● **TASK DIRECTIONS**
Going through the listing below, tally the lines that contain the word "street" and give only that figure.

● **DATASET EXCERPTS**
--------------------------------

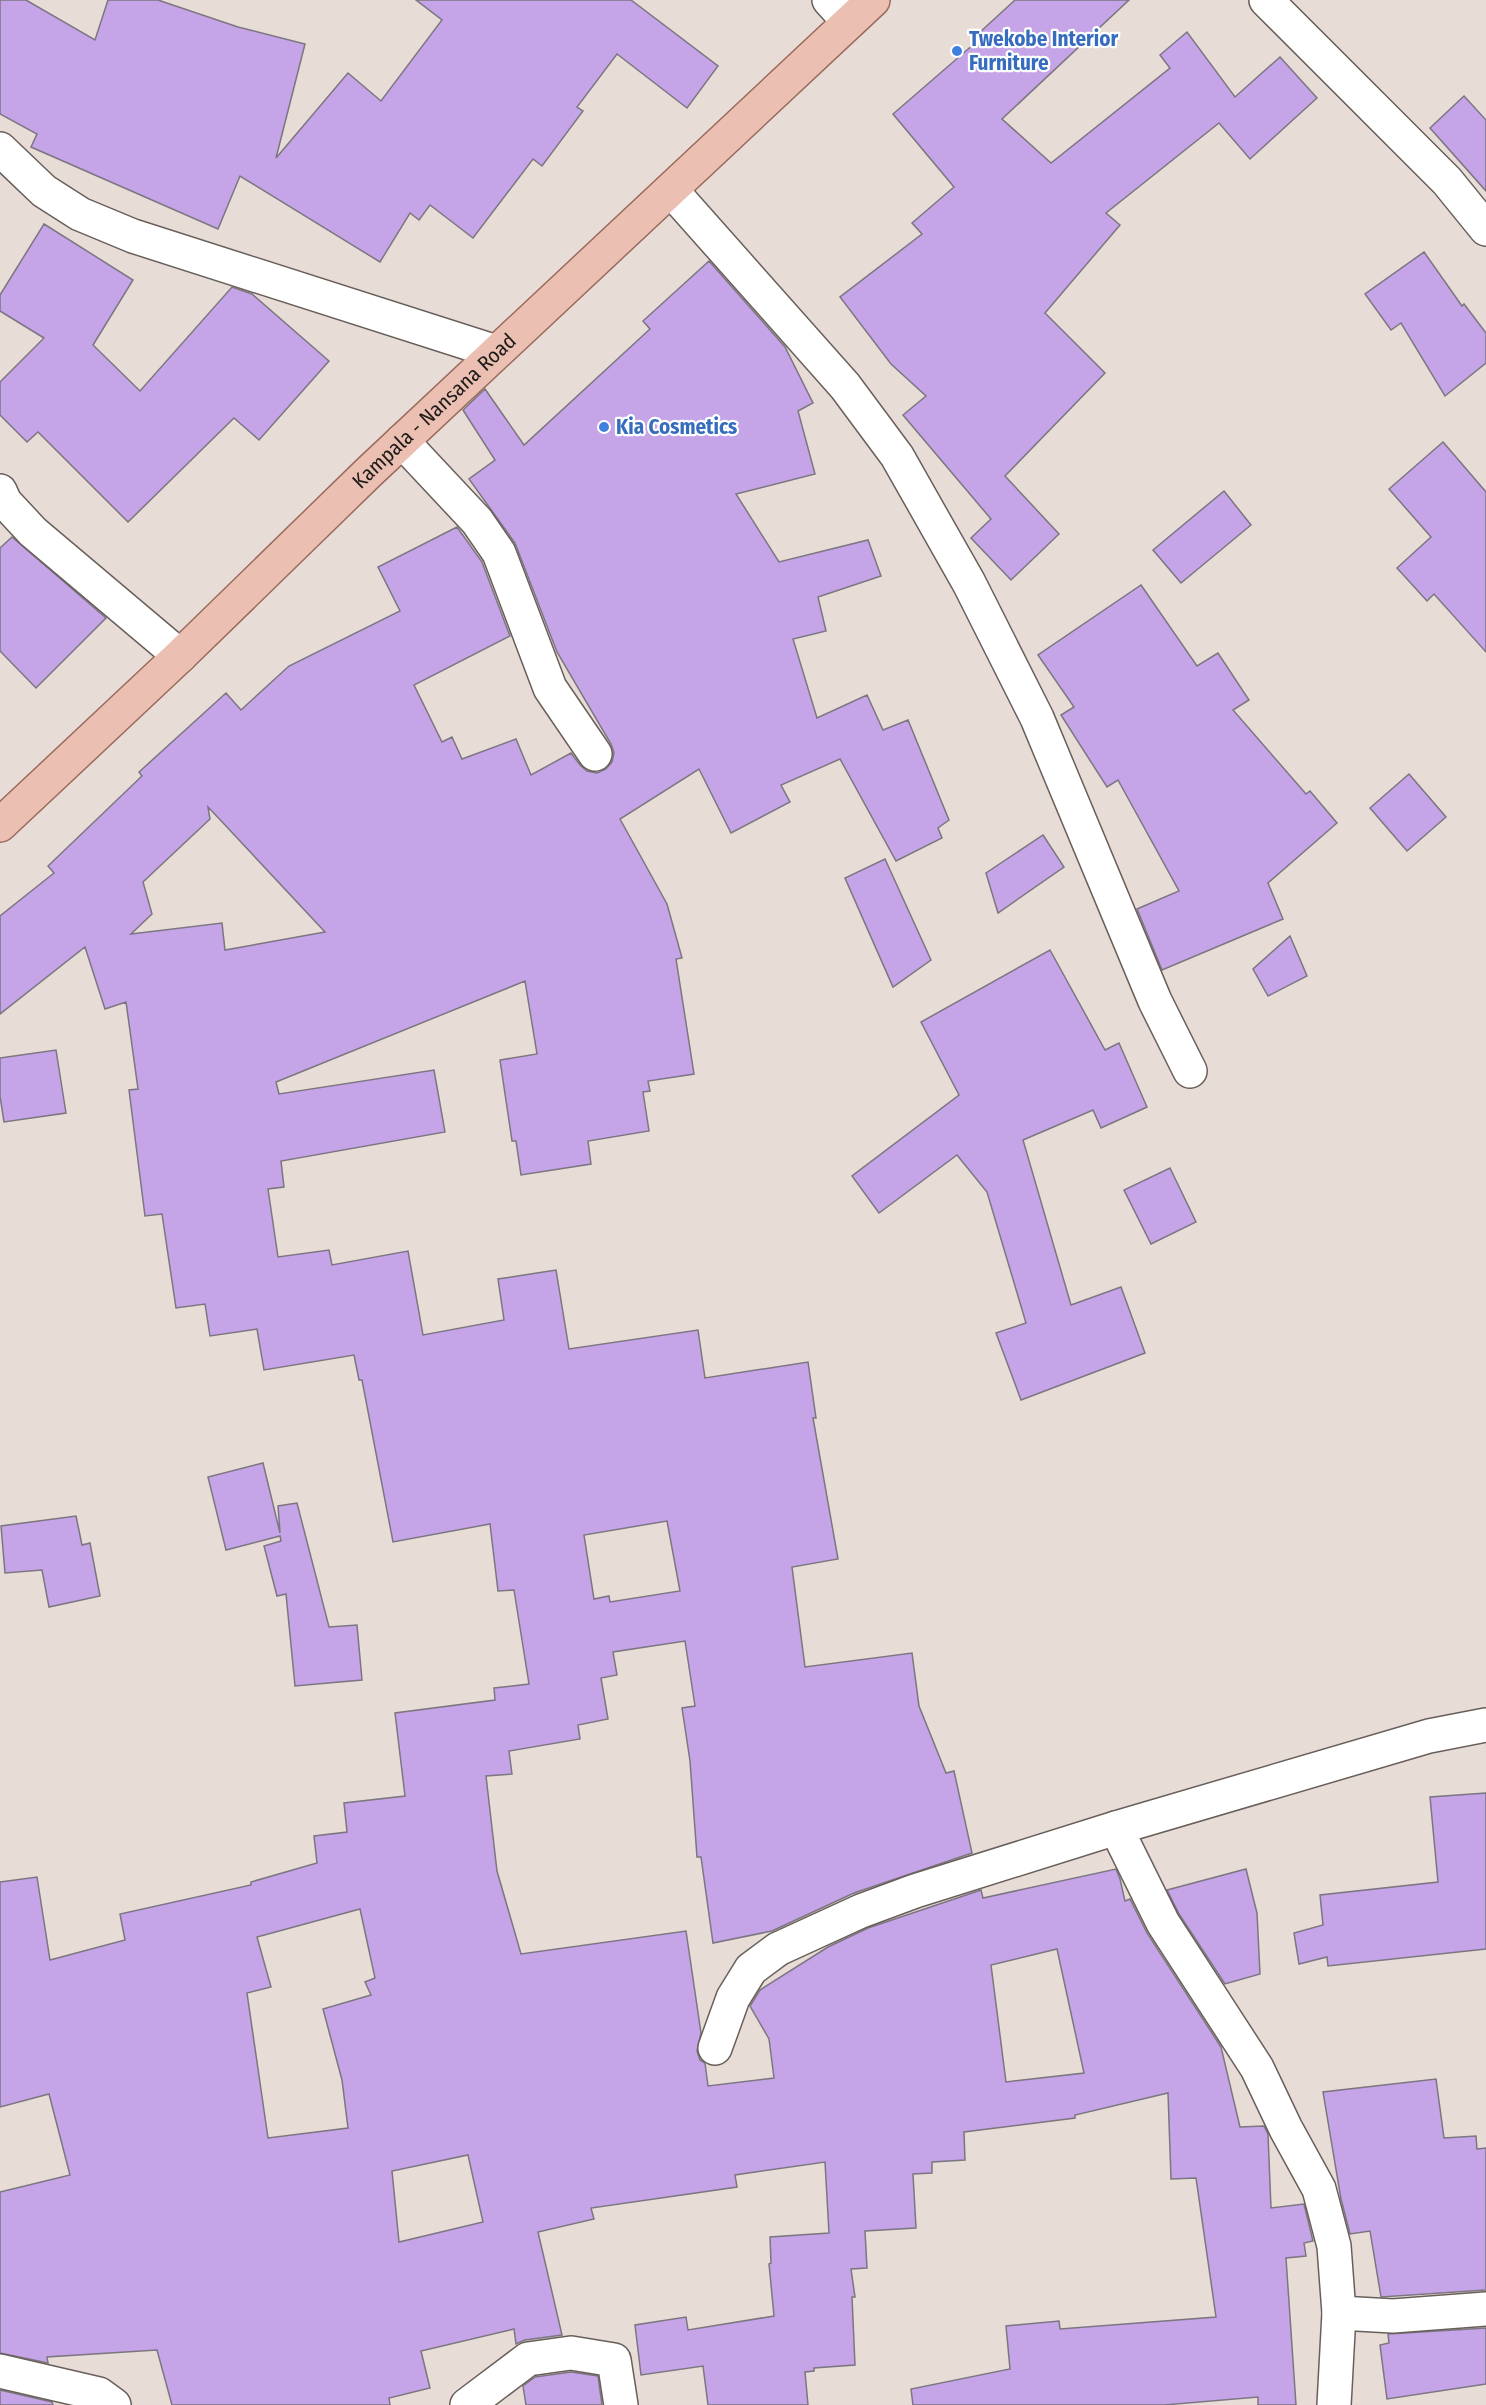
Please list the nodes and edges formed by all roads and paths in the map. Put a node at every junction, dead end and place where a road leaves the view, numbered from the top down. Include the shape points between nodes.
1 (873, 0) edge
2 (1266, 0) edge
3 (839, 11) edge
4 (0, 149) edge
5 (671, 190) junction
6 (1486, 229) edge
7 (496, 352) junction
8 (402, 441) junction
9 (0, 491) edge
10 (180, 656) junction
11 (595, 754) dead end
12 (0, 825) edge
13 (1190, 1071) dead end
14 (1486, 1725) edge
15 (1116, 1828) junction
16 (715, 2048) dead end
17 (1486, 2309) edge
18 (1339, 2313) junction
19 (0, 2371) edge
20 (114, 2405) edge
21 (467, 2405) edge
22 (621, 2405) edge
23 (1334, 2405) edge

1 - 3 main road, Kampala - Nansana Road
2 - 6 street via 1447,181
3 - 5 main road, Kampala - Nansana Road
4 - 7 street via 44,191 80,214 133,236
5 - 7 main road, Kampala - Nansana Road
5 - 13 street via 845,386 897,456 969,583 1037,718 1155,1001
7 - 8 main road, Kampala - Nansana Road
8 - 10 main road, Kampala - Nansana Road
8 - 11 street via 477,520 499,553 550,688
9 - 10 street via 5,502 33,532
10 - 12 main road, Kampala - Nansana Road
14 - 15 street via 1429,1736
15 - 16 street via 904,1895 778,1949 752,1968 733,1998
15 - 18 street via 1163,1923 1257,2068 1319,2189 1335,2246
17 - 18 street via 1394,2316
18 - 23 street
19 - 20 street via 99,2394
21 - 22 street via 528,2359 571,2353 614,2360

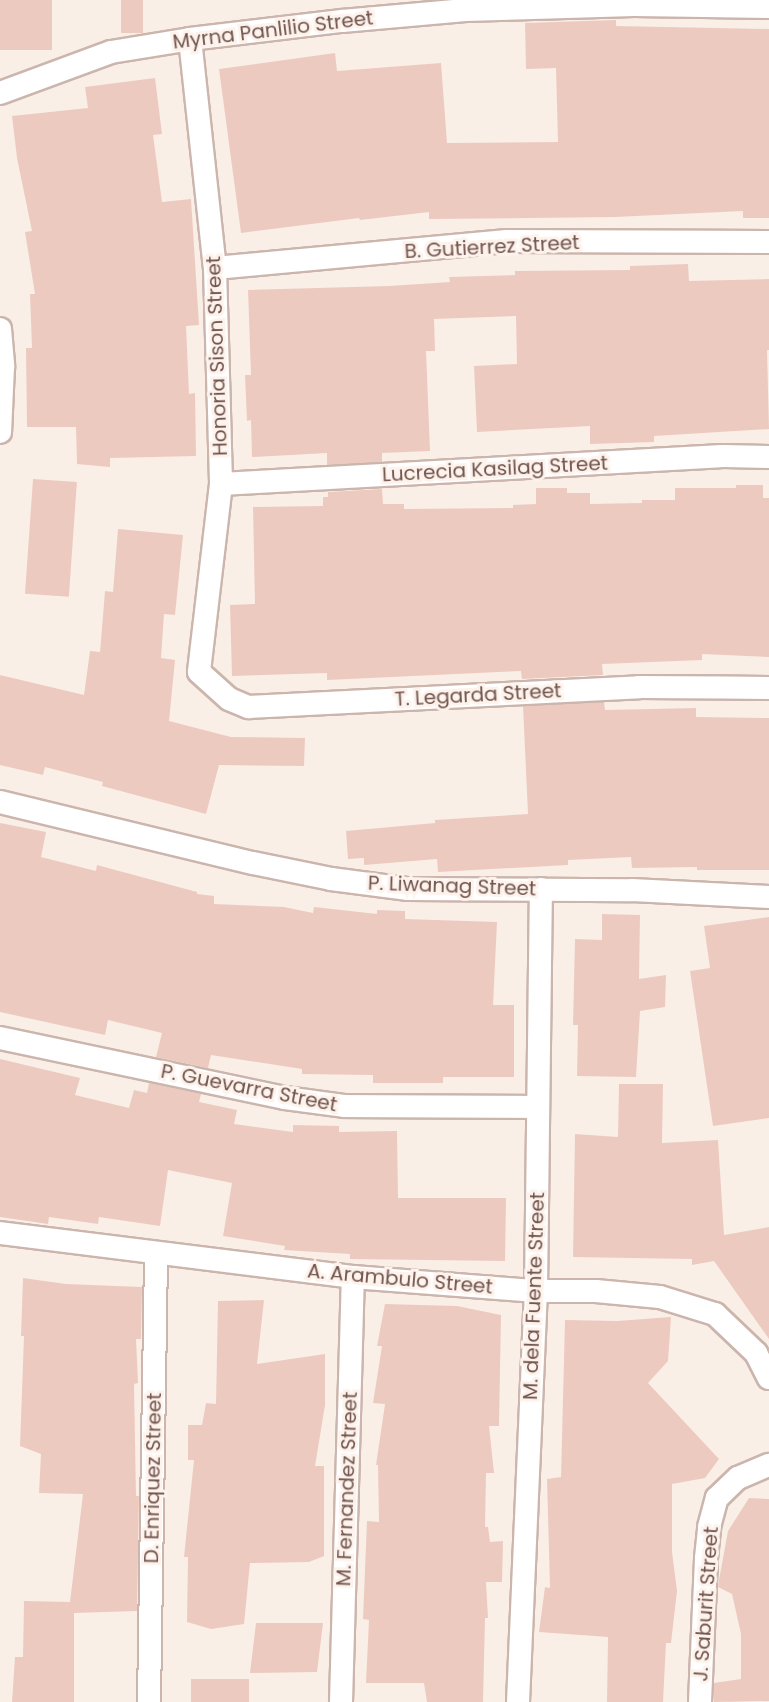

--------------------------------

● **FINISHED EXERCISE**
12